Growth in sales volume and net margin. A more accurate measure of health is a combination of sales volume and net margin. In other words, if sales are increasing each year while the net margin (percentage of net sales to total sales) remains at the same level or within a reasonable range, this is healthy growth. If sales volume and net margin are coordinated in this manner—especially if cash flow continues to be carefully controlled by management—then a good growth pattern emerges and the company can be considered fiscally healthy.
Growth in net profit dollar amount. Another popular but misleading way to measure growth is by looking only at the dollar amount of net profits. It is far more important to be aware of net margin than the dollar amount of sales. For example, look at the following pattern of sales and profits, along with the net margin:
Year Sales d d d d d d d d Profits d d Net Margin
1 $14,633,200 $1,536,500 10.5%
2 17,561,000 1,740,200 9.9
3 21,080,600 1,877,400 8.9
4 26,993,400 2,174,300 8.1
5 31,003,100 2,241,900 7.2
Note that while profits are rising each year along with growth in sales volume, the net margin is falling. Such a trend is troubling. It shows that management is not able to properly maintain its relative yield with growth. So a growth in net profits alone can be deceiving.
Competitive position. If the company you are considering has competitors within its industry, a good way to measure its health is by comparing all of the fundamentals to those of its competitors—not once, but as a series of relative trends. You will be able to spot emerging new leaders and the gradual decline of older ones by watching how the fundamentals change—sales volume, net margin, asset strength, and other tests. In applying fundamental tests to a company, comparisons to other companies in the same industry are highly useful, because all competitors are subject to the same economic influences in the same way. For example, a company whose operations are sensitive to rising interest rates shares that characteristic with all other companies in its industry.
Assets and shareholders' equity. Some fiscal health can be measured in terms of book value. As a company grows and accumulates profit, it should also be able to reduce its relative share of debt, increase the value of its assets, and gain financial strength overall. If a company experiences growth but loses shareholders' equity, then it is probably depending too heavily on debt capital, or failing to manage cash flow adequately.
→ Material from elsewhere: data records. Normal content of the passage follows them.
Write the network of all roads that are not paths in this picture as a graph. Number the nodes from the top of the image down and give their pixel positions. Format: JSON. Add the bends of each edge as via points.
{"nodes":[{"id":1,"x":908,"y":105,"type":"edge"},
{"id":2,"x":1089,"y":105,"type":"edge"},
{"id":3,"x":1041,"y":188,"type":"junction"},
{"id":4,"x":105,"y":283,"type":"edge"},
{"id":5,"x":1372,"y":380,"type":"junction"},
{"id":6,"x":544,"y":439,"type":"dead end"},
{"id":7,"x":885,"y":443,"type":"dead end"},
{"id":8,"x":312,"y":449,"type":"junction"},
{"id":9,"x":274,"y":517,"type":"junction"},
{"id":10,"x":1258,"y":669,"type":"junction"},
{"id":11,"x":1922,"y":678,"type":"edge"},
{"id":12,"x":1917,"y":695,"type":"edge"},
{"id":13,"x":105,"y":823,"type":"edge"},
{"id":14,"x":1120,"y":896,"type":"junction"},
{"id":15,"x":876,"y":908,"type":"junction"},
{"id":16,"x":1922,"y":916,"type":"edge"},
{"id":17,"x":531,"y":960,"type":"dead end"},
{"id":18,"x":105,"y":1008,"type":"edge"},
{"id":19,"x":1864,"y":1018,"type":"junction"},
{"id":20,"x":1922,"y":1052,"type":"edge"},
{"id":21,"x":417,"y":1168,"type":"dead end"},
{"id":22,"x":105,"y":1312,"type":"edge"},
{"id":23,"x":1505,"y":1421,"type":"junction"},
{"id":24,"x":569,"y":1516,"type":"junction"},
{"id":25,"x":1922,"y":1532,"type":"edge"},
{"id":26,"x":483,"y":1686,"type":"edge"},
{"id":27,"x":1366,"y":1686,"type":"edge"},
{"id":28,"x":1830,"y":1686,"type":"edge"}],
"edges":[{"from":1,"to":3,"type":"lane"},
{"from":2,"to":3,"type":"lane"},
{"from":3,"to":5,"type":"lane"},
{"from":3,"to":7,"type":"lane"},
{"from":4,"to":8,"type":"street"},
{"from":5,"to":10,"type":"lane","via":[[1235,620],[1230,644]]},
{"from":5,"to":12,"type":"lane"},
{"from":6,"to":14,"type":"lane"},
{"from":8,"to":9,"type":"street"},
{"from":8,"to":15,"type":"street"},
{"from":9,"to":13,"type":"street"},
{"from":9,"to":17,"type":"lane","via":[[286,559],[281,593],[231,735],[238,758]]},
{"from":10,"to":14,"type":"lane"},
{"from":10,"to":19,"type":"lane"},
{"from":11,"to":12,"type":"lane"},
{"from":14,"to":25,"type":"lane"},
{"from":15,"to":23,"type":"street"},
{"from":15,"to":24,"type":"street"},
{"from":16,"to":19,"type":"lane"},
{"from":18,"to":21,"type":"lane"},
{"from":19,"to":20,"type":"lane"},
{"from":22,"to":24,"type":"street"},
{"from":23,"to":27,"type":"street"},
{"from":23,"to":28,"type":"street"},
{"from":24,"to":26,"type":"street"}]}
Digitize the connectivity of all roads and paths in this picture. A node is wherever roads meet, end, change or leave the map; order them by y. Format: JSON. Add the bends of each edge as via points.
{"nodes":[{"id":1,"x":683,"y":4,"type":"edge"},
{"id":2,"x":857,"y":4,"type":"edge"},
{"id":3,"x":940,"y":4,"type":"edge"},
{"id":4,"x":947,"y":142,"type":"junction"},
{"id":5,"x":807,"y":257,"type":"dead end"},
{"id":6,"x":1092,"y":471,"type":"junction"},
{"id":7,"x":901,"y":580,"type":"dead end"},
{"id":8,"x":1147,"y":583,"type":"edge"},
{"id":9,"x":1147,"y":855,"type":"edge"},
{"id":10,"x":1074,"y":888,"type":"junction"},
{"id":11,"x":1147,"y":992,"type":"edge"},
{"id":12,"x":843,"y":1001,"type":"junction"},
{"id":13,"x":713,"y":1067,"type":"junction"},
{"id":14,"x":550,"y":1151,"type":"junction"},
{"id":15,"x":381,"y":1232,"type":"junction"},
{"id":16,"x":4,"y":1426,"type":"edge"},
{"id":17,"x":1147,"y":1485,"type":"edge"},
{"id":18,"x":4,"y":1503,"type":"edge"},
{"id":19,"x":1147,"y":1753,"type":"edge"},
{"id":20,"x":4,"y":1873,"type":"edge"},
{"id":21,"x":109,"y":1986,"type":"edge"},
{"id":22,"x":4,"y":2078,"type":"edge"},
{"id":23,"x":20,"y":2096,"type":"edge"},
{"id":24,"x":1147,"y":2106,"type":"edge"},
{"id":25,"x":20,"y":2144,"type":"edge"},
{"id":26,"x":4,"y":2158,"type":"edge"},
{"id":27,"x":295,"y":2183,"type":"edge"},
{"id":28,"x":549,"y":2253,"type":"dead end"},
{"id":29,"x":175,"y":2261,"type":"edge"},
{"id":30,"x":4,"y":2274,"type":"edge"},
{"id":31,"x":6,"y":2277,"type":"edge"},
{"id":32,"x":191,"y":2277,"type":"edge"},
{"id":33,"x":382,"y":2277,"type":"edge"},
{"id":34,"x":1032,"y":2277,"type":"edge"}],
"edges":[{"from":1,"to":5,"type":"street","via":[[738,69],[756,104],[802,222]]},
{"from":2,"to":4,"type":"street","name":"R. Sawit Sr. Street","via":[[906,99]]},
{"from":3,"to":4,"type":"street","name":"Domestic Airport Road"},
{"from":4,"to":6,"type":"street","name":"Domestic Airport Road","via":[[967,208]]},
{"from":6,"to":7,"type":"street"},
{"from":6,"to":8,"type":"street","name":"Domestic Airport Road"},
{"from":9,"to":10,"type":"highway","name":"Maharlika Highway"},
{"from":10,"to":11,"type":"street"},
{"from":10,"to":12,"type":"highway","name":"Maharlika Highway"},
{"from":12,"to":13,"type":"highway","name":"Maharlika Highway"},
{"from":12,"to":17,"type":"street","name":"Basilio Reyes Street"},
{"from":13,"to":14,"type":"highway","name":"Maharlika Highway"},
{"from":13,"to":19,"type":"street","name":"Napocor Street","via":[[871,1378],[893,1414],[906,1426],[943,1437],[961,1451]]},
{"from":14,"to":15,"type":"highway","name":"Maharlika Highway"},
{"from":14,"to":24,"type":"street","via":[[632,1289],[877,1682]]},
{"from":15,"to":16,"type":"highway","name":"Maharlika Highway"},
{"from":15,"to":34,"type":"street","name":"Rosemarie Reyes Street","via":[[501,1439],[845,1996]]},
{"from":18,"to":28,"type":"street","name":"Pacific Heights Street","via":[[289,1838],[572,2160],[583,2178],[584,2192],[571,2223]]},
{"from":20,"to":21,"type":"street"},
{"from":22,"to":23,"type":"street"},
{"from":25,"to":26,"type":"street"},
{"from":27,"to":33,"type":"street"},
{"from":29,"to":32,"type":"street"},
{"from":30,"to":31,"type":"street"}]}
Higher profits are not worth the effort if they result in endangering the future financial strength of the organization.
Capitalization mix. Corporations capitalize their growth through a combination of methods. Shareholders, of course, buy shares of stock and provide the corporation with equity capital. Corporations also may borrow money through notes and loans or by issuing bonds. These are forms of debt capital and must be repaid with interest, which reduces net income. Equity capital, in comparison, may or may not be compensated through dividend payments. The mix of capital is an important test, not just of growth, but how growth is achieved. If a corporation becomes excessively dependent on debt capital, it may erode current and future earnings through ever-increasing interest expense.
Dividend rate. The fundamentalist is always aware of yield and, to some degree, technicians also appreciate the significance of high-yielding stocks. A corporation's health often is judged by the consistency of dividend payments, the steady or increasing rate of payment, and the significance of any reductions in rate or even skipped dividends.
Stock price. Ultimately, the majority of individual investors, including all technicians, judge a company's health by how well its stock price moves upward or, equally important, how well it holds its value when the rest of the market is falling. Stock price reflects demand and a perception of potential growth for the company, so a stock's price strength does reflect what the market believes about the company. You will discover that companies with strong fundamentals (sales volume, net margin, dividend payment rates, asset strength, and price-earnings ratio) also tend to have more stability in stock price.